Brindilles, brins d'herbe, bouts de ficelles, chiffons, papiers, cartons...l'oiseau fait son miel de toutes choses pour faire son nid. Rapidement, mais sans urgence. A la vitesse de son vol et de sa perception de la vie. A son rythme. Le nid peu à peu prend la forme de l'oeuf qu'il va accueillir. Une oeuvre qui en permettra une autre. Ainsi se construit parfois la jurisprudence : de décisions en décisions, au gré des demandes et des questions, le nid du raisonnement se forme et l'oeuvre se constitue qui permettra demain d'ouvrir d'autres horizons.
Joan Miro - Femme et Oiseaux
La décision de la Cour de cassation en date du 2 mars 2010 concernant l'obligation de l'employeur de former ses salariés, apporte sa brindille, et même plus, à la construction d'un droit à la formation, qui est le nid d'une plus ample obligation de professionnalisation des salariés tout au long de la vie. En l'occurence, un Hôtel est condamné pour n'avoir pas formé quatre plongeurs illettrés, les privant ainsi de toute possibilité d'évolution.
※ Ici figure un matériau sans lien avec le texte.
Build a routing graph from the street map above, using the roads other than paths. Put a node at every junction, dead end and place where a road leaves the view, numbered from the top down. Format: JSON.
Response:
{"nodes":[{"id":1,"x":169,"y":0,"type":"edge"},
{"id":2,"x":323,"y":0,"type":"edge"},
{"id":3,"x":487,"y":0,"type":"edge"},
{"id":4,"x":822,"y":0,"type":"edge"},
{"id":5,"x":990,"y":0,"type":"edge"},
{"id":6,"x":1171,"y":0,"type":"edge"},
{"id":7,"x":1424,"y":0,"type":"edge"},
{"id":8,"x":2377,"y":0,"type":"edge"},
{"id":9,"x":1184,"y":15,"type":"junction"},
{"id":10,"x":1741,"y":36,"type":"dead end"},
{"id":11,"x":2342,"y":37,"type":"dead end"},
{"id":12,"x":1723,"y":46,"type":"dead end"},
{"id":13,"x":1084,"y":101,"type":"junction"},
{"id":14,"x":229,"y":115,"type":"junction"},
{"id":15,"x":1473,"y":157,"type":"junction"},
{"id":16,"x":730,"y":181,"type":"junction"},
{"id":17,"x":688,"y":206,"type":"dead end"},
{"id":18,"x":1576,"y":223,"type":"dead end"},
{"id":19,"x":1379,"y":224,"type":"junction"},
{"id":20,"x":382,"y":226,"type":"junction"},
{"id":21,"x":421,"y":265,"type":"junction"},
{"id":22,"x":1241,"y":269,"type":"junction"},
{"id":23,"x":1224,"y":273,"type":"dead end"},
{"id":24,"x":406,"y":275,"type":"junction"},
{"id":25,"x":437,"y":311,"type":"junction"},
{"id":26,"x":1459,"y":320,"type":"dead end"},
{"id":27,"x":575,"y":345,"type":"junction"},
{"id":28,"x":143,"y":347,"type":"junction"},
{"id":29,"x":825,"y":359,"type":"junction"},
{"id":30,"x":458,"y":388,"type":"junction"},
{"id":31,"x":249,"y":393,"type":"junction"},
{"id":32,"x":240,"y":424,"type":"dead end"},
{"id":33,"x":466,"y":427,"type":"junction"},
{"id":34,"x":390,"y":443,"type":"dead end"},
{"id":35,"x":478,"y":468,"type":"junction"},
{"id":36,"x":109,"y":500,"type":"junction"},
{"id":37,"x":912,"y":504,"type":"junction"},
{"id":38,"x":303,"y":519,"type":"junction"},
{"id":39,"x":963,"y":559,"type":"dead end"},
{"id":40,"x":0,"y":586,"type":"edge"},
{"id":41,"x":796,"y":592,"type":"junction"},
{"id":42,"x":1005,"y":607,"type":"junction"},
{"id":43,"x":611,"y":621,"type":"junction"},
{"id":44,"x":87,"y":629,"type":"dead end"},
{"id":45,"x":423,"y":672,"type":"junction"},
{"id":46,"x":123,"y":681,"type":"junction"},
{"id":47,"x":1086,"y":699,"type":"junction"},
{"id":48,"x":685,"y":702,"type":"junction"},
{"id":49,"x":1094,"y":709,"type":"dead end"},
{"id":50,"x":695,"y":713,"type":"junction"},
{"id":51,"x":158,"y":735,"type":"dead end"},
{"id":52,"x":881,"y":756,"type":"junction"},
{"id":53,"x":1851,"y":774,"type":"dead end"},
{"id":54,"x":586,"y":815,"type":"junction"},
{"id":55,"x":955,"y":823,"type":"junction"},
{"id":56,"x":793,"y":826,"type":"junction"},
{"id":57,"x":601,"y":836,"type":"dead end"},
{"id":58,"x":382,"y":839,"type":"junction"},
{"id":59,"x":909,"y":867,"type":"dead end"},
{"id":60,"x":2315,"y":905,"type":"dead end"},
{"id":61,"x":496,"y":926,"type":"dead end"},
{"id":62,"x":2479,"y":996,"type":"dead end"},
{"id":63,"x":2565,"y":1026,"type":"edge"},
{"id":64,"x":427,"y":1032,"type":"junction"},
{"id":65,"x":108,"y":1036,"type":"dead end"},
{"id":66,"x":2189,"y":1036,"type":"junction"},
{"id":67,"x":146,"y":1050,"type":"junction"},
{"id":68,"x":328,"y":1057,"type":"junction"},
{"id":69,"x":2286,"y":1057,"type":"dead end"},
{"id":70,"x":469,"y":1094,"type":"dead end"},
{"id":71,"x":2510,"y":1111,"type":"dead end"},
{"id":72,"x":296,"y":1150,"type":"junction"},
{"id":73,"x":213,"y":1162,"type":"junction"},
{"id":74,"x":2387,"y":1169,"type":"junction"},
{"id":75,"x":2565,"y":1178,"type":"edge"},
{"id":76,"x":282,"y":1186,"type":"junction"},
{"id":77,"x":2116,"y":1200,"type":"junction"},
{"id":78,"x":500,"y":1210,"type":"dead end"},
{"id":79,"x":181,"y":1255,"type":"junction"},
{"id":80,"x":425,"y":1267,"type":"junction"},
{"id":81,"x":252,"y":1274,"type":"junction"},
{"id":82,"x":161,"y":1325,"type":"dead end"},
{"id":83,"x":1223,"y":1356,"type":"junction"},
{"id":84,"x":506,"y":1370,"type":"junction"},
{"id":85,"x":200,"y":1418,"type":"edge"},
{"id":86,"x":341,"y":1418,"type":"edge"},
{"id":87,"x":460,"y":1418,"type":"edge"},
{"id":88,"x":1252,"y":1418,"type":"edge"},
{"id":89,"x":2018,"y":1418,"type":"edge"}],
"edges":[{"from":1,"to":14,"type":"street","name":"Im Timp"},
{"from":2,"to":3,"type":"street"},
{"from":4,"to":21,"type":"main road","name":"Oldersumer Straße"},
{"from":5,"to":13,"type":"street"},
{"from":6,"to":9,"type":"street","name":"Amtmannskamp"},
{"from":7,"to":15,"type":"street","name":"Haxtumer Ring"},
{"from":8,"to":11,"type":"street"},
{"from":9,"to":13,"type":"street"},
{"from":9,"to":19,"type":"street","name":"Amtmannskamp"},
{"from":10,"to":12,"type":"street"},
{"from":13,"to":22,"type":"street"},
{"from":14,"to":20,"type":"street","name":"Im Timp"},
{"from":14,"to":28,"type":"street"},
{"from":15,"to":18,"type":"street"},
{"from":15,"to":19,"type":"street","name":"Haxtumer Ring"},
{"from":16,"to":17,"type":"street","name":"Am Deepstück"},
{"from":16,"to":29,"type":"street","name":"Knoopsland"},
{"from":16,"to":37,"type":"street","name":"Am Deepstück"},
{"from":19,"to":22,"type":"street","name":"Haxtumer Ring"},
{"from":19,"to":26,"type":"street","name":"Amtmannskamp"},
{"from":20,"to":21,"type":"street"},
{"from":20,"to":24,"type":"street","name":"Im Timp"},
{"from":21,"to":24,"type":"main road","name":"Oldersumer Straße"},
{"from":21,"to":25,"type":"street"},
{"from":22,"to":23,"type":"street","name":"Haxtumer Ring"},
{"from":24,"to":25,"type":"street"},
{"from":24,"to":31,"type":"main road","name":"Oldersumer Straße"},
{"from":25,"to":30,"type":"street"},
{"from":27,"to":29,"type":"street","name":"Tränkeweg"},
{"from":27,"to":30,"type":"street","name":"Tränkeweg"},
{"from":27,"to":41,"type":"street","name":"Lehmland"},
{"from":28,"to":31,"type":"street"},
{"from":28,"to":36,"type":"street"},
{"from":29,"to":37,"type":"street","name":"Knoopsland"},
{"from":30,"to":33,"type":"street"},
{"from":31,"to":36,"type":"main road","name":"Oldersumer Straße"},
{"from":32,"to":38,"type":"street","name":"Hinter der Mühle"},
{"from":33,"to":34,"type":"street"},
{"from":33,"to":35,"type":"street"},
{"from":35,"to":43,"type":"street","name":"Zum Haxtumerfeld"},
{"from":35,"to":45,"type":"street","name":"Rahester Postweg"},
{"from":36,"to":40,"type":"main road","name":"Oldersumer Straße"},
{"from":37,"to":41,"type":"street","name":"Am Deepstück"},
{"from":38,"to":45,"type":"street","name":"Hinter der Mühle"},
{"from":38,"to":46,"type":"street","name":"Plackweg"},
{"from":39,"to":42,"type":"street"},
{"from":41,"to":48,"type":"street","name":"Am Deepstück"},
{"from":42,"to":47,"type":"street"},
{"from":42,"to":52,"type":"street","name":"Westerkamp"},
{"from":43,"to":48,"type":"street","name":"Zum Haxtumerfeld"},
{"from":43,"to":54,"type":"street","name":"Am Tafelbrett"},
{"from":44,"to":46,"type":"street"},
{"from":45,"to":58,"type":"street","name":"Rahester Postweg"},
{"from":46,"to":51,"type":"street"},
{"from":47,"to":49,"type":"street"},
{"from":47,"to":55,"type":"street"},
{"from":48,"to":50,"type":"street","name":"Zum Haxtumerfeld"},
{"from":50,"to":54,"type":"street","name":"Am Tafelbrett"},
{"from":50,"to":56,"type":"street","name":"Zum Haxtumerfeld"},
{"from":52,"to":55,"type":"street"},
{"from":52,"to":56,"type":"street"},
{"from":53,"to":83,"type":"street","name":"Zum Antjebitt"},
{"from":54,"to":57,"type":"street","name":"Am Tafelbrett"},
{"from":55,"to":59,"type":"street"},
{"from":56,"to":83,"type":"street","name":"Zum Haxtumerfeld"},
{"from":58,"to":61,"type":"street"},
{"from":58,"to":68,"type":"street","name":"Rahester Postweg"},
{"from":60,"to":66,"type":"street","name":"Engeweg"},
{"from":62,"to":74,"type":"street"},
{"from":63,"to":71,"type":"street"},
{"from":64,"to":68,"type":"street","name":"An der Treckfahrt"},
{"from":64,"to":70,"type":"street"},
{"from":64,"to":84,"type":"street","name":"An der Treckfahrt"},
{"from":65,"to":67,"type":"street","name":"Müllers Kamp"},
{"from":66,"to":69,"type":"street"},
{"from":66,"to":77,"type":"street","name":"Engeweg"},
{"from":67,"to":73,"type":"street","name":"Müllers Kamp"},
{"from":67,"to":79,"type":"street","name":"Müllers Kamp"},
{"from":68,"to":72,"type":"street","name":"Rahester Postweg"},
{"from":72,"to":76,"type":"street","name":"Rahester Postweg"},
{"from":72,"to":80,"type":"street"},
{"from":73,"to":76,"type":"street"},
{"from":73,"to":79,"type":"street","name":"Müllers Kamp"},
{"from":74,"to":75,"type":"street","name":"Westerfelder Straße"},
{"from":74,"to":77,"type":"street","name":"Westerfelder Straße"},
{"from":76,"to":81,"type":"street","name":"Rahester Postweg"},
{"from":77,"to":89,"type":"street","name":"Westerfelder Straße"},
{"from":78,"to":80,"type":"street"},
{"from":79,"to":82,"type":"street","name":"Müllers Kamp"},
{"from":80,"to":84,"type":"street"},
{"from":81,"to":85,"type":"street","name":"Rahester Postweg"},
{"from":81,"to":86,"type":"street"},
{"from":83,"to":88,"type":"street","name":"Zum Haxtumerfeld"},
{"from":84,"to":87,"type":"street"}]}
La société avait plaidé l'absence de demande précise en ce sens des salariés, suivi en cela par le juge d'appel mais pas par la Cour suprême. L'entreprise a l'obligation générale de proposer des formations aux salariés tout au long de leur carrière. Rappelons que l'ANI du 7 janvier 2009 et la loi du 24 novembre 2010 posent en principe que tout salarié a droit à une évolution d'au moins un niveau de qualification au cours de sa carrière professionnelle. Voici une première manière de désigner un débiteur à cette créance. Ainsi se poursuit la construction du nid du droit de la compétence. Mais avec cette décision, depuis début mars, l'oiseau est au nid.